Mato Grosso

Senadora Margareth admite que articulou reunião com Mauro para evitar Taques em CPI do Banco Master

A senadora Margareth Buzetti (PP) admitiu que intermediou uma reunião entre o governador de Mato Grosso, Mauro Mendes (União Brasil), e o relator da Comissão Parlamentar de Inquérito (CPI) do Crime Organizado no Senado Federal, senador Alessandro Vieira (MDB-SE), com o objetivo de tentar evitar a convocação do ex-governador Pedro Taques para depor sobre o chamado “escândalo dos consignados” em Mato Grosso e possíveis conexões com o Banco Master.

O encontro ocorreu na tarde de quarta-feira (11), no gabinete do relator da CPI, em Brasília. Na ocasião, Mauro Mendes apresentou seus argumentos e documentos ao senador para tentar convencê-lo a não levar adiante o requerimento de convocação de Taques.

A articulação foi confirmada pela própria Margareth Buzetti, que afirmou ter atuado para promover o encontro entre o governador e o relator da comissão. Segundo a parlamentar, a intenção era evitar que a CPI fosse utilizada como instrumento de disputa política.

“O objetivo do senador é simples: não deixar a CPI, que é séria e importante para o país, virar palanque eleitoral para pretensos candidatos”, afirmou Buzetti.

Ela acrescentou que a decisão final sobre eventuais convocações cabe exclusivamente ao relator.

“Se o senador entender que deva ouvir formalmente Pedro Taques ou Mauro Mendes, ele convocará”, declarou.

Questionada sobre os motivos que levariam o governador a tentar impedir que Taques fale sobre as denúncias relacionadas ao sistema de crédito consignado em Mato Grosso, a senadora não respondeu.

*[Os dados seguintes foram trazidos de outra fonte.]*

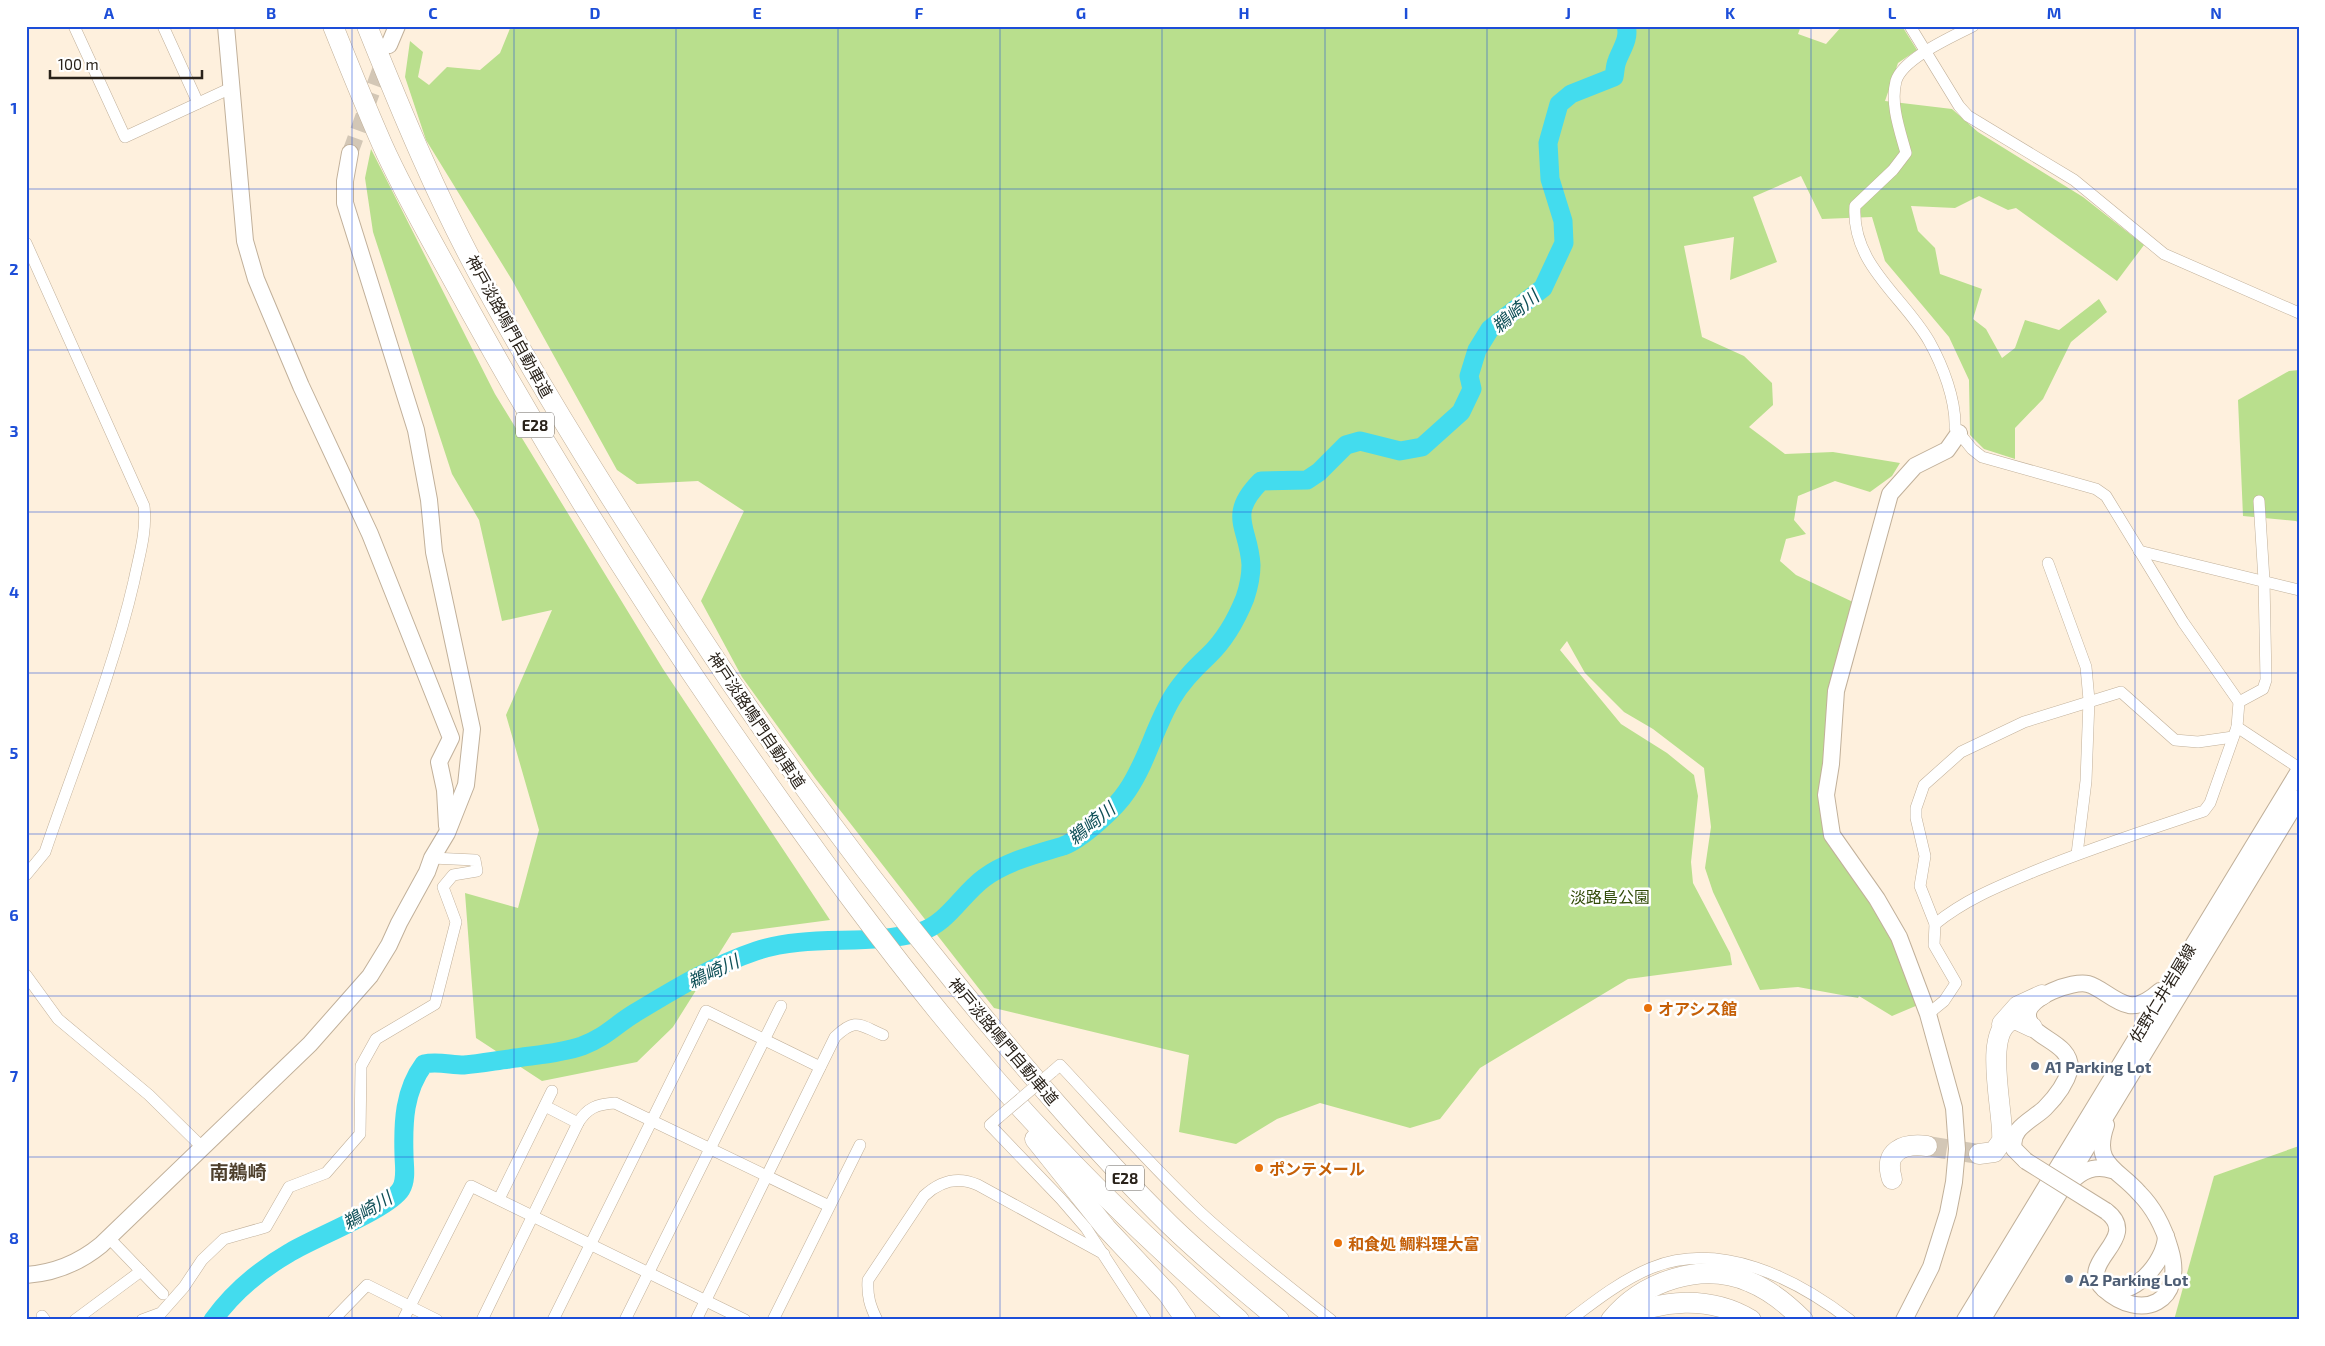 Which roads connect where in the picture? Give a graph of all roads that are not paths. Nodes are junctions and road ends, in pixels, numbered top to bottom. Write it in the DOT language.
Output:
graph roads {
  1 [pos="74,26"];
  2 [pos="163,26"];
  3 [pos="226,26"];
  4 [pos="333,26"];
  5 [pos="367,26"];
  6 [pos="397,26"];
  7 [pos="1910,26"];
  8 [pos="1973,26"];
  9 [pos="389,45"];
  10 [pos="1927,51"];
  11 [pos="232,88"];
  12 [pos="198,103"];
  13 [pos="350,152"];
  14 [pos="26,244"];
  15 [pos="2299,312"];
  16 [pos="1959,432"];
  17 [pos="2259,501"];
  18 [pos="2139,551"];
  19 [pos="2048,563"];
  20 [pos="2264,580"];
  21 [pos="2299,590"];
  22 [pos="2089,700"];
  23 [pos="2239,702"];
  24 [pos="2237,732"];
  25 [pos="2299,769"];
  26 [pos="2299,798"];
  27 [pos="447,833"];
  28 [pos="2077,854"];
  29 [pos="432,858"];
  30 [pos="26,875"];
  31 [pos="1935,924"];
  32 [pos="2194,940"];
  33 [pos="26,975"];
  34 [pos="2042,995"];
  35 [pos="2121,1002"];
  36 [pos="781,1006"];
  37 [pos="1928,1014"];
  38 [pos="2032,1027"];
  39 [pos="1999,1034"];
  40 [pos="883,1035"];
  41 [pos="764,1040"];
  42 [pos="820,1067"];
  43 [pos="987,1070"];
  44 [pos="2116,1070"];
  45 [pos="552,1091"];
  46 [pos="2118,1098"];
  47 [pos="544,1106"];
  48 [pos="651,1121"];
  49 [pos="578,1123"];
  50 [pos="860,1145"];
  51 [pos="1927,1146"];
  52 [pos="203,1148"];
  53 [pos="710,1149"];
  54 [pos="1979,1154"];
  55 [pos="2112,1170"];
  56 [pos="767,1176"];
  57 [pos="1892,1179"];
  58 [pos="499,1199"];
  59 [pos="829,1206"];
  60 [pos="531,1215"];
  61 [pos="2036,1231"];
  62 [pos="2166,1236"];
  63 [pos="109,1238"];
  64 [pos="591,1244"];
  65 [pos="1104,1254"];
  66 [pos="141,1271"];
  67 [pos="649,1273"];
  68 [pos="26,1275"];
  69 [pos="2103,1289"];
  70 [pos="163,1294"];
  71 [pos="1168,1294"];
  72 [pos="706,1300"];
  73 [pos="1257,1302"];
  74 [pos="410,1306"];
  75 [pos="74,1320"];
  76 [pos="142,1320"];
  77 [pos="333,1320"];
  78 [pos="403,1320"];
  79 [pos="437,1320"];
  80 [pos="482,1320"];
  81 [pos="554,1320"];
  82 [pos="625,1320"];
  83 [pos="696,1320"];
  84 [pos="745,1320"];
  85 [pos="773,1320"];
  86 [pos="877,1320"];
  87 [pos="1146,1320"];
  88 [pos="1186,1320"];
  89 [pos="1194,1320"];
  90 [pos="1239,1320"];
  91 [pos="1279,1320"];
  92 [pos="1286,1320"];
  93 [pos="1332,1320"];
  94 [pos="1570,1320"];
  95 [pos="1611,1320"];
  96 [pos="1618,1320"];
  97 [pos="1751,1320"];
  98 [pos="1803,1320"];
  99 [pos="1850,1320"];
  100 [pos="1904,1320"];
  101 [pos="1965,1320"];
  102 [pos="1982,1320"];
  1 -- 12 [label="street"];
  2 -- 12 [label="street"];
  3 -- 11 [label="street"];
  4 -- 43 [label="highway, 神戸淡路鳴門自動車道 / E28"];
  5 -- 73 [label="highway, 神戸淡路鳴門自動車道 / E28"];
  6 -- 9 [label="street"];
  7 -- 10 [label="street"];
  8 -- 10 [label="street"];
  10 -- 15 [label="street"];
  10 -- 16 [label="street"];
  11 -- 12 [label="street"];
  11 -- 27 [label="street"];
  13 -- 27 [label="street"];
  14 -- 30 [label="street"];
  16 -- 18 [label="street"];
  16 -- 37 [label="street"];
  17 -- 20 [label="street"];
  18 -- 20 [label="street"];
  18 -- 23 [label="street"];
  19 -- 22 [label="street"];
  20 -- 21 [label="street"];
  20 -- 23 [label="street"];
  22 -- 24 [label="street"];
  22 -- 28 [label="street"];
  22 -- 31 [label="street"];
  23 -- 24 [label="street"];
  24 -- 25 [label="street"];
  24 -- 28 [label="street"];
  25 -- 32 [label="street, 佐野仁井岩屋線"];
  26 -- 46 [label="street, 佐野仁井岩屋線"];
  27 -- 29 [label="street"];
  28 -- 31 [label="street"];
  29 -- 52 [label="street"];
  29 -- 76 [label="street"];
  31 -- 37 [label="street"];
  32 -- 35 [label="street"];
  32 -- 44 [label="street, 佐野仁井岩屋線"];
  33 -- 52 [label="street"];
  34 -- 35 [label="street"];
  34 -- 38 [label="street"];
  34 -- 39 [label="highway"];
  35 -- 44 [label="street"];
  36 -- 41 [label="street"];
  37 -- 100 [label="street"];
  38 -- 39 [label="highway"];
  38 -- 69 [label="street, bridge"];
  39 -- 54 [label="highway"];
  40 -- 42 [label="street"];
  41 -- 42 [label="street"];
  41 -- 48 [label="street"];
  41 -- 53 [label="street"];
  42 -- 56 [label="street"];
  43 -- 71 [label="highway"];
  43 -- 90 [label="highway, 神戸淡路鳴門自動車道 / E28"];
  44 -- 101 [label="street, 佐野仁井岩屋線"];
  45 -- 47 [label="street"];
  46 -- 55 [label="street"];
  46 -- 61 [label="street, 佐野仁井岩屋線"];
  47 -- 49 [label="street"];
  47 -- 58 [label="street"];
  48 -- 49 [label="street"];
  48 -- 53 [label="street"];
  48 -- 64 [label="street"];
  49 -- 60 [label="street"];
  50 -- 59 [label="street"];
  51 -- 57 [label="highway"];
  52 -- 63 [label="street"];
  53 -- 56 [label="street"];
  53 -- 67 [label="street"];
  55 -- 61 [label="street"];
  55 -- 62 [label="street"];
  56 -- 59 [label="street"];
  56 -- 72 [label="street"];
  58 -- 60 [label="street"];
  58 -- 74 [label="street"];
  59 -- 85 [label="street"];
  60 -- 64 [label="street"];
  60 -- 80 [label="street"];
  61 -- 102 [label="street, 佐野仁井岩屋線"];
  62 -- 69 [label="street"];
  62 -- 69 [label="street"];
  63 -- 66 [label="street"];
  63 -- 68 [label="street"];
  64 -- 67 [label="street"];
  64 -- 81 [label="street"];
  65 -- 86 [label="street"];
  65 -- 87 [label="street"];
  65 -- 93 [label="street, bridge"];
  66 -- 70 [label="street"];
  66 -- 75 [label="street"];
  67 -- 72 [label="street"];
  67 -- 82 [label="street"];
  71 -- 88 [label="highway"];
  71 -- 89 [label="highway"];
  72 -- 83 [label="street"];
  72 -- 84 [label="street"];
  73 -- 91 [label="highway, 神戸淡路鳴門自動車道 / E28"];
  73 -- 92 [label="highway"];
  74 -- 77 [label="street"];
  74 -- 78 [label="street"];
  74 -- 79 [label="street"];
  94 -- 99 [label="street"];
  95 -- 98 [label="highway"];
  96 -- 97 [label="highway"];
}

Após a reunião, o senador Alessandro Vieira afirmou que recebeu tanto o atual governador quanto o ex-governador e que ambos apresentaram documentos e informações divergentes sobre os fatos investigados.

“Recebi o ex-governador Taques e o atual governador Mendes. Os dois apresentam documentos e informações divergentes sobre os mesmos fatos. Vamos avaliar tudo isso antes de definir os próximos passos”, disse o relator.

Diante das versões apresentadas, a CPI decidiu inicialmente solicitar que ambos encaminhem suas manifestações formais por escrito aos integrantes da comissão. A convocação presencial do ex-governador não foi descartada e poderá voltar a ser analisada posteriormente.

O requerimento apresentado pelo senador Alessandro Vieira para ouvir Taques menciona denúncias sobre possíveis fraudes em contratos de crédito consignado firmados com servidores públicos estaduais. Segundo o documento, há indícios de irregularidades em operações intermediadas pela empresa Capital Consig.

As denúncias apontam que essas operações podem ter causado prejuízos financeiros estimados a cerca de 14 mil servidores públicos de Mato Grosso.

O requerimento também cita suspeitas de que essas operações teriam contado com a intermediação financeira e operacional do conglomerado Banco Master e de empresas associadas à instituição, que teriam participado da estruturação e circulação das operações de crédito consignado investigadas.

Pedro Taques atua atualmente como advogado de sindicatos e associações de servidores públicos nas denúncias relacionadas ao sistema de consignados em Mato Grosso. Ele tem apresentado documentos e representações a diferentes órgãos de controle.

Entre essas iniciativas está um pedido protocolado pelo Sindicato dos Profissionais da Área Instrumental do Governo (Sinpaig) para compartilhamento de provas entre as investigações conduzidas no estado e a Operação Compliance Zero.

A CPI do Crime Organizado investiga possíveis conexões entre instituições financeiras, operações de crédito e estruturas utilizadas para movimentações financeiras suspeitas. O relator ainda analisa os documentos apresentados pelas duas partes antes de decidir se reapresentará ou não o requerimento de convocação do ex-governador Pedro Taques.